→ **ACTIVITY**
Where does the string "wrist" occur in the entries below? Copy every line where it does.

→ **INPUT DATA**
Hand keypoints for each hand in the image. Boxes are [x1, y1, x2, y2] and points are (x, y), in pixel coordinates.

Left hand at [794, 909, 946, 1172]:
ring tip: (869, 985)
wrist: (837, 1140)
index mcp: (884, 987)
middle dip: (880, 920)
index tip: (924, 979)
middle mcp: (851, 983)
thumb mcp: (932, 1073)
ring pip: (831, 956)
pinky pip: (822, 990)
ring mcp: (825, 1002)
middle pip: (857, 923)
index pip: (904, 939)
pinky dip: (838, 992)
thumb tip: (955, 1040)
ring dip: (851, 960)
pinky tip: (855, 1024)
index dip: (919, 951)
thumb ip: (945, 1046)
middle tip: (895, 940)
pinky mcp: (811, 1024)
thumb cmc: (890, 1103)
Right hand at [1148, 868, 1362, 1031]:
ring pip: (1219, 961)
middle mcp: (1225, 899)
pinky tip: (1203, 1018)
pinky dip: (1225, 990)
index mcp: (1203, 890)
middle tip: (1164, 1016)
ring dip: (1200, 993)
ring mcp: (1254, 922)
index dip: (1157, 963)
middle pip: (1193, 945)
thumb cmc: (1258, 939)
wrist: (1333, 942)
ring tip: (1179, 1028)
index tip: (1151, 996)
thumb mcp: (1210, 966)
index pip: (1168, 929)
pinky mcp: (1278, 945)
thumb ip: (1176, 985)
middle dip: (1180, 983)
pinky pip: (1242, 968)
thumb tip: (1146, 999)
--
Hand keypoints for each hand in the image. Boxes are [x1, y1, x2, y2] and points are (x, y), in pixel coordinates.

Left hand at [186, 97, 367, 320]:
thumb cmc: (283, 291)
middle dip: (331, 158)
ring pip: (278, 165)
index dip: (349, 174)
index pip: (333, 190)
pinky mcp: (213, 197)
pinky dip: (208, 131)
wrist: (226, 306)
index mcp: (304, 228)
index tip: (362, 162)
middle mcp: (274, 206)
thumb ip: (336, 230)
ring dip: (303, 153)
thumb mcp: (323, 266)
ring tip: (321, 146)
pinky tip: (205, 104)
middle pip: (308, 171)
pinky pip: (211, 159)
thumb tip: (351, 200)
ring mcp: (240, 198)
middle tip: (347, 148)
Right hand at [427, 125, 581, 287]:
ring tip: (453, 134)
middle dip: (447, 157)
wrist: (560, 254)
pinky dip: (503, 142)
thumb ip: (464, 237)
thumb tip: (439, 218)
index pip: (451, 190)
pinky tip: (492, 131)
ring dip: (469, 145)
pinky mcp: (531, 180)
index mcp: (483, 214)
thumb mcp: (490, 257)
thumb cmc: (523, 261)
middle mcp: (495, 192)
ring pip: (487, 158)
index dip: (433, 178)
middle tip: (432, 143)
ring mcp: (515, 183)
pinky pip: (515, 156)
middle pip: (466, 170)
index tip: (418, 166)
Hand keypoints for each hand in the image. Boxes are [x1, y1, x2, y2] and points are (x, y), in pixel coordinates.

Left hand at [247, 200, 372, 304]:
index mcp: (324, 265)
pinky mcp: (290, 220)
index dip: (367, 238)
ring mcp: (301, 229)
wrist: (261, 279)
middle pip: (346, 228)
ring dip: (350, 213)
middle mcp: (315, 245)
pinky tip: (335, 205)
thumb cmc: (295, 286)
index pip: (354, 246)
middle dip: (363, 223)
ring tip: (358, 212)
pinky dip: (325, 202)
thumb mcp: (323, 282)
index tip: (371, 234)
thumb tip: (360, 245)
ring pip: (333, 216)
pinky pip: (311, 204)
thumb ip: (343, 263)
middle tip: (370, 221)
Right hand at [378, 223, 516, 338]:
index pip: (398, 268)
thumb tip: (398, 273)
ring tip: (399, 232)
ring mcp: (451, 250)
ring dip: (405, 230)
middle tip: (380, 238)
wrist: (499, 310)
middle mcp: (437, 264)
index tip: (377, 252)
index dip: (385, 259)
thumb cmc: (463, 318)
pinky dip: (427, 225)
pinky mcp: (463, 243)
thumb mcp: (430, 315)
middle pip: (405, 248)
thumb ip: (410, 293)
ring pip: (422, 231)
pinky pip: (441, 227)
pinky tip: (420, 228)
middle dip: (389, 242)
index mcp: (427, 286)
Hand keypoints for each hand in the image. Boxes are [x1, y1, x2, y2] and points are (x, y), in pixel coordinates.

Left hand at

→ **ANSWER**
wrist: (837, 1140)
wrist: (1333, 942)
wrist: (226, 306)
wrist: (560, 254)
wrist: (261, 279)
wrist: (499, 310)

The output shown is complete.